Research Progress Of Polyacrylate Binders For Silicon‐based Anodes In Lithium‐ion Batteries

Silicon (Si) has emerged as a preeminent candidate for next‐generation lithium‐ion batteries (LIBs) anodes, primarily attributed to its exceptionally high specific capacity. Nevertheless, the substantial volumetric expansion accompanying lithium alloying reactions has long posed a critical challenge to the commercial viability of silicon‐based anodes. Binders as connectors between the active Si particles, conductive agents, and current collectors, playing a crucial role in stabilizing the structure of silicon anodes in LIBs. Polyacrylic acid (PAA) water‐based binders contain abundant carboxyl groups (‐COOH) that can enhance adhesive strength. However, simple linear PAA does not adequately accommodate the significant volume expansion of silicon anodes. To address this issue, various structural optimization strategies have been applied to modify PAA binders.
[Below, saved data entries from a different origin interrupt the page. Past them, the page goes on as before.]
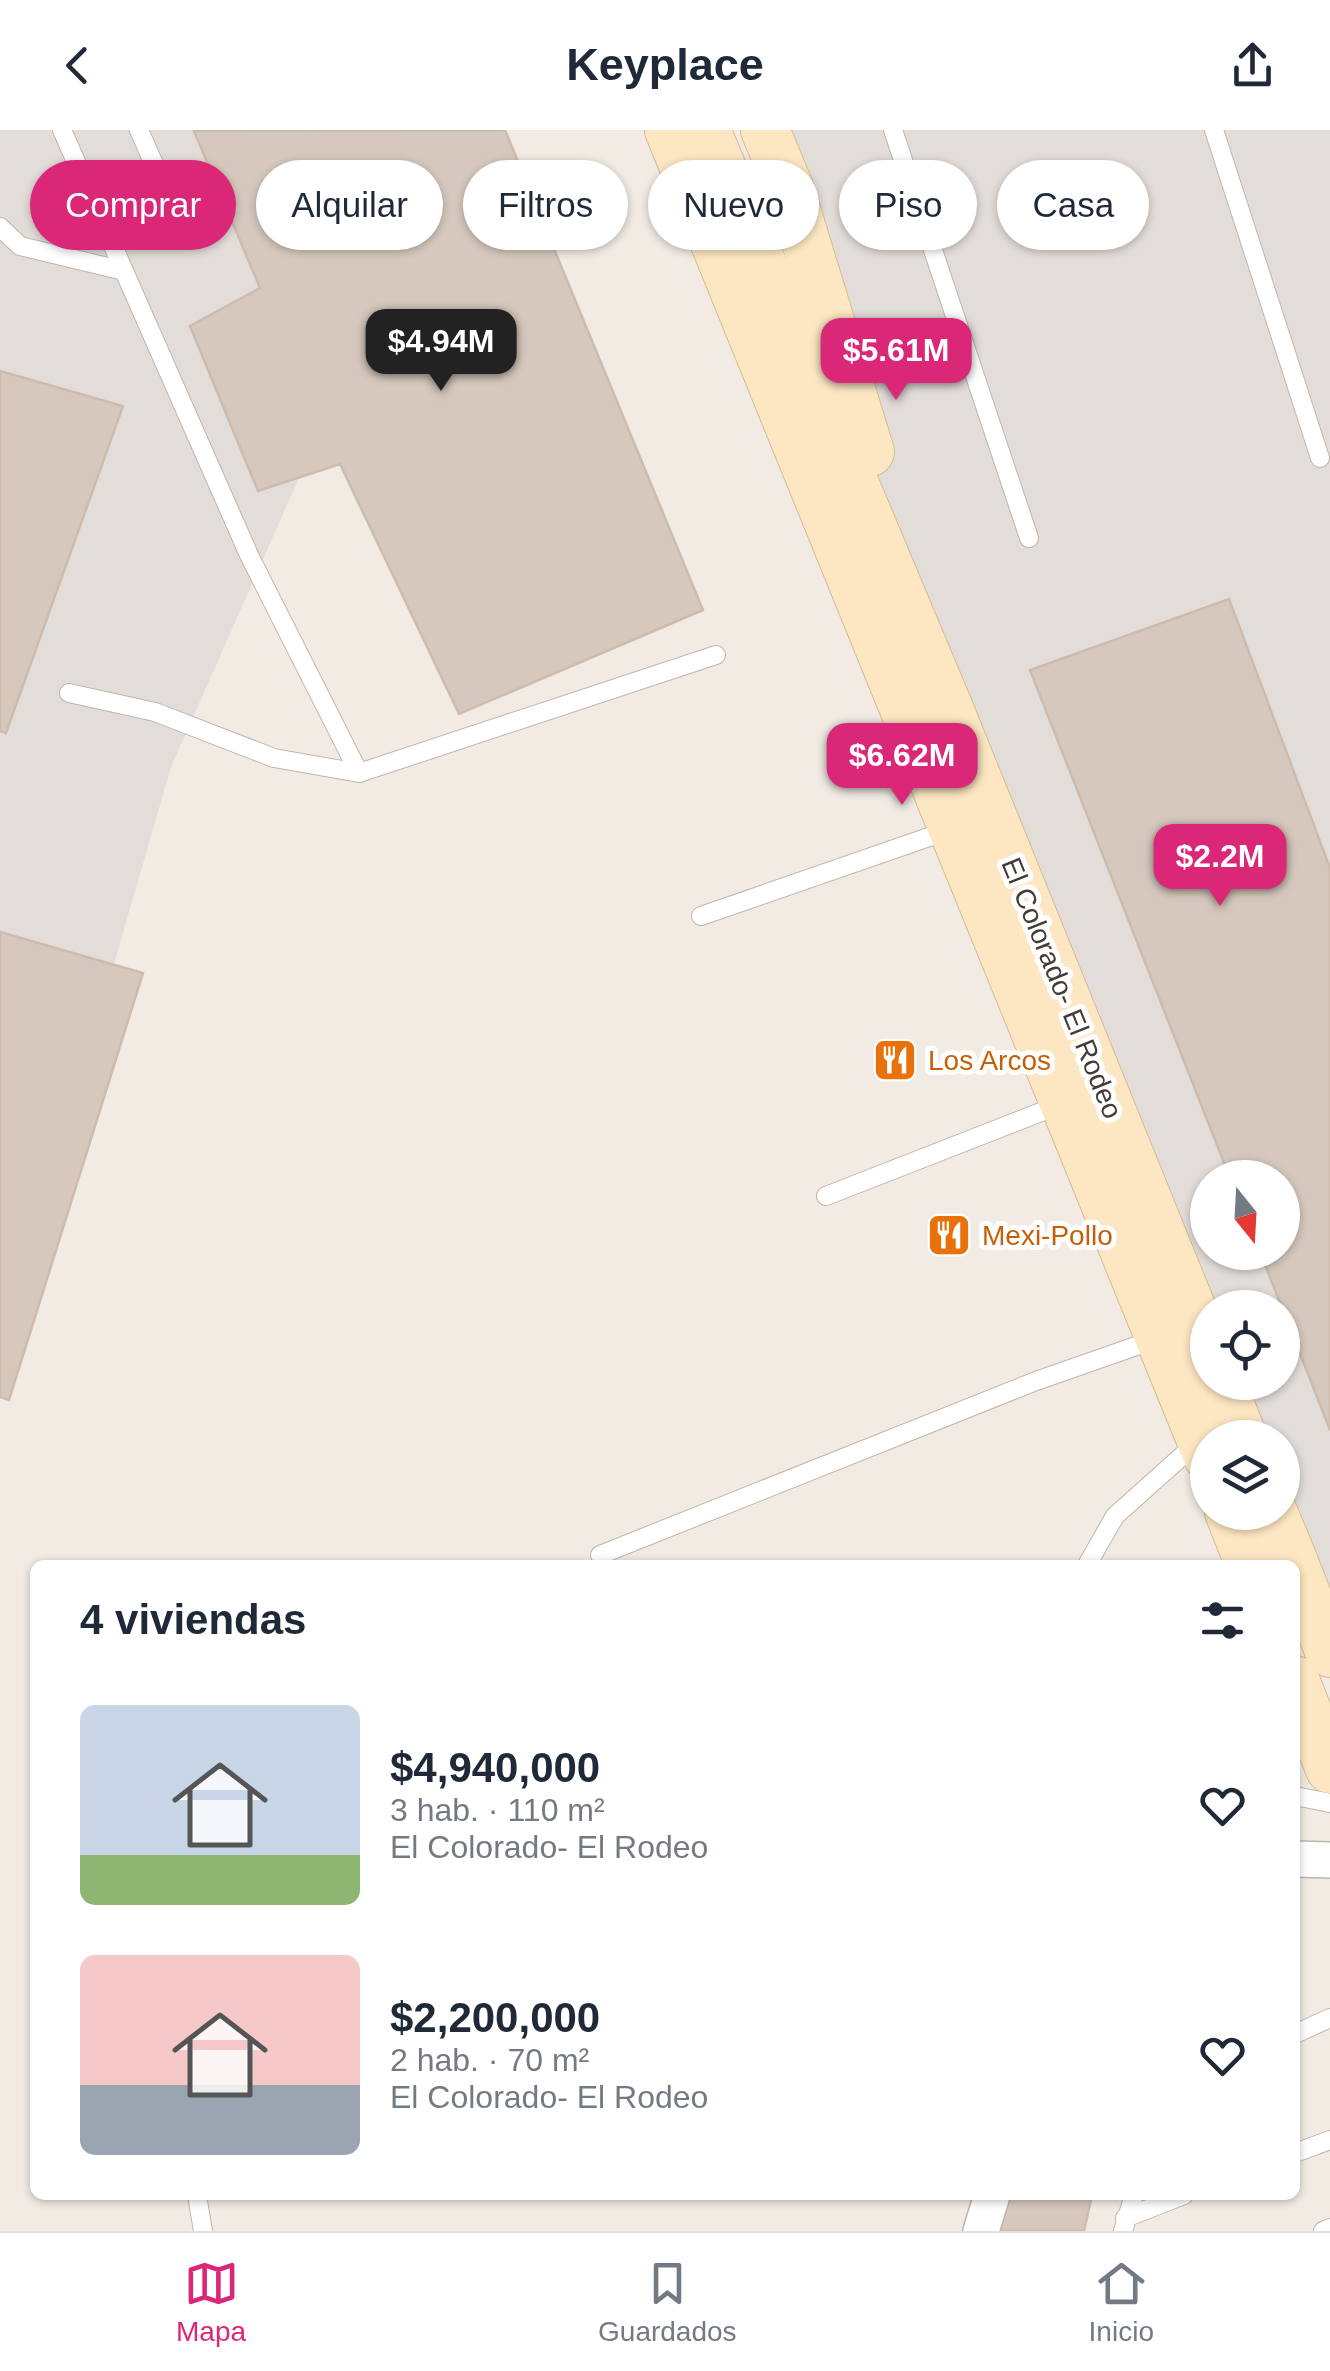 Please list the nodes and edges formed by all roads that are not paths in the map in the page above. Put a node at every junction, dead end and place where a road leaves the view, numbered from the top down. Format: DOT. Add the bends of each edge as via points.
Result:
graph roads {
  1 [pos="62,130"];
  2 [pos="138,130"];
  3 [pos="669,130"];
  4 [pos="706,130"];
  5 [pos="765,130"];
  6 [pos="892,130"];
  7 [pos="1214,130"];
  8 [pos="152,160"];
  9 [pos="0,227"];
  10 [pos="120,270"];
  11 [pos="1320,458"];
  12 [pos="1029,538"];
  13 [pos="716,655"];
  14 [pos="68,694"];
  15 [pos="947,704"];
  16 [pos="359,773"];
  17 [pos="952,828"];
  18 [pos="701,916"];
  19 [pos="1064,1103"];
  20 [pos="826,1196"];
  21 [pos="1190,1305"];
  22 [pos="1160,1338"];
  23 [pos="1204,1420"];
  24 [pos="1190,1464"];
  25 [pos="1236,1530"];
  26 [pos="1280,1530"];
  27 [pos="600,1555"];
  28 [pos="1091,1560"];
  29 [pos="1248,1560"];
  30 [pos="1293,1560"];
  31 [pos="1300,1578"];
  32 [pos="1330,1653"];
  33 [pos="1300,1693"];
  34 [pos="1330,1769"];
  35 [pos="1300,1797"];
  36 [pos="1330,1802"];
  37 [pos="1300,1859"];
  38 [pos="1330,1860"];
  39 [pos="1330,2018"];
  40 [pos="1300,2032"];
  41 [pos="1330,2140"];
  42 [pos="1300,2151"];
  43 [pos="198,2200"];
  44 [pos="990,2200"];
  45 [pos="1132,2200"];
  46 [pos="1174,2200"];
  47 [pos="1124,2224"];
  48 [pos="203,2231"];
  49 [pos="981,2231"];
  1 -- 10 [label="lane"];
  2 -- 8 [label="lane"];
  3 -- 17 [label="main road, El Colorado- El Rodeo"];
  4 -- 15 [label="main road, El Colorado- El Rodeo"];
  5 -- 15 [label="main road" via="790,190"];
  6 -- 12 [label="lane"];
  7 -- 11 [label="lane"];
  9 -- 10 [label="lane" via="20,246"];
  10 -- 16 [label="lane" via="249,556"];
  13 -- 16 [label="lane"];
  14 -- 16 [label="lane" via="155,712 274,758"];
  15 -- 21 [label="main road, El Colorado- El Rodeo"];
  17 -- 18 [label="lane"];
  17 -- 19 [label="main road, El Colorado- El Rodeo"];
  19 -- 20 [label="lane"];
  19 -- 22 [label="main road, El Colorado- El Rodeo"];
  22 -- 23 [label="main road, El Colorado- El Rodeo"];
  22 -- 27 [label="lane" via="1036,1380"];
  24 -- 28 [label="lane" via="1114,1516"];
  25 -- 29 [label="main road"];
  26 -- 30 [label="main road"];
  31 -- 32 [label="main road"];
  33 -- 34 [label="main road"];
  35 -- 36 [label="lane"];
  37 -- 38 [label="street"];
  39 -- 40 [label="lane"];
  41 -- 42 [label="lane"];
  43 -- 48 [label="lane"];
  44 -- 49 [label="street"];
  45 -- 47 [label="lane"];
  46 -- 47 [label="lane"];
}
In this context, a comprehensive review is conducted on the recently developed PAA‐based binders, which cover linear, branched, and three‐dimensional network configurations. A meticulous comparison is carried out regarding their initial coulombic efficiency, areal capacity, and material costs. Moreover, in‐depth insights are offered to elucidate the mechanisms by which these structural modifications augment the properties of the binders and the performance of the cells. Ultimately, the prospective directions for the evolution of PAA‐based binders designed for Si‐based anodes in high‐energy‐density LIBs are deliberated.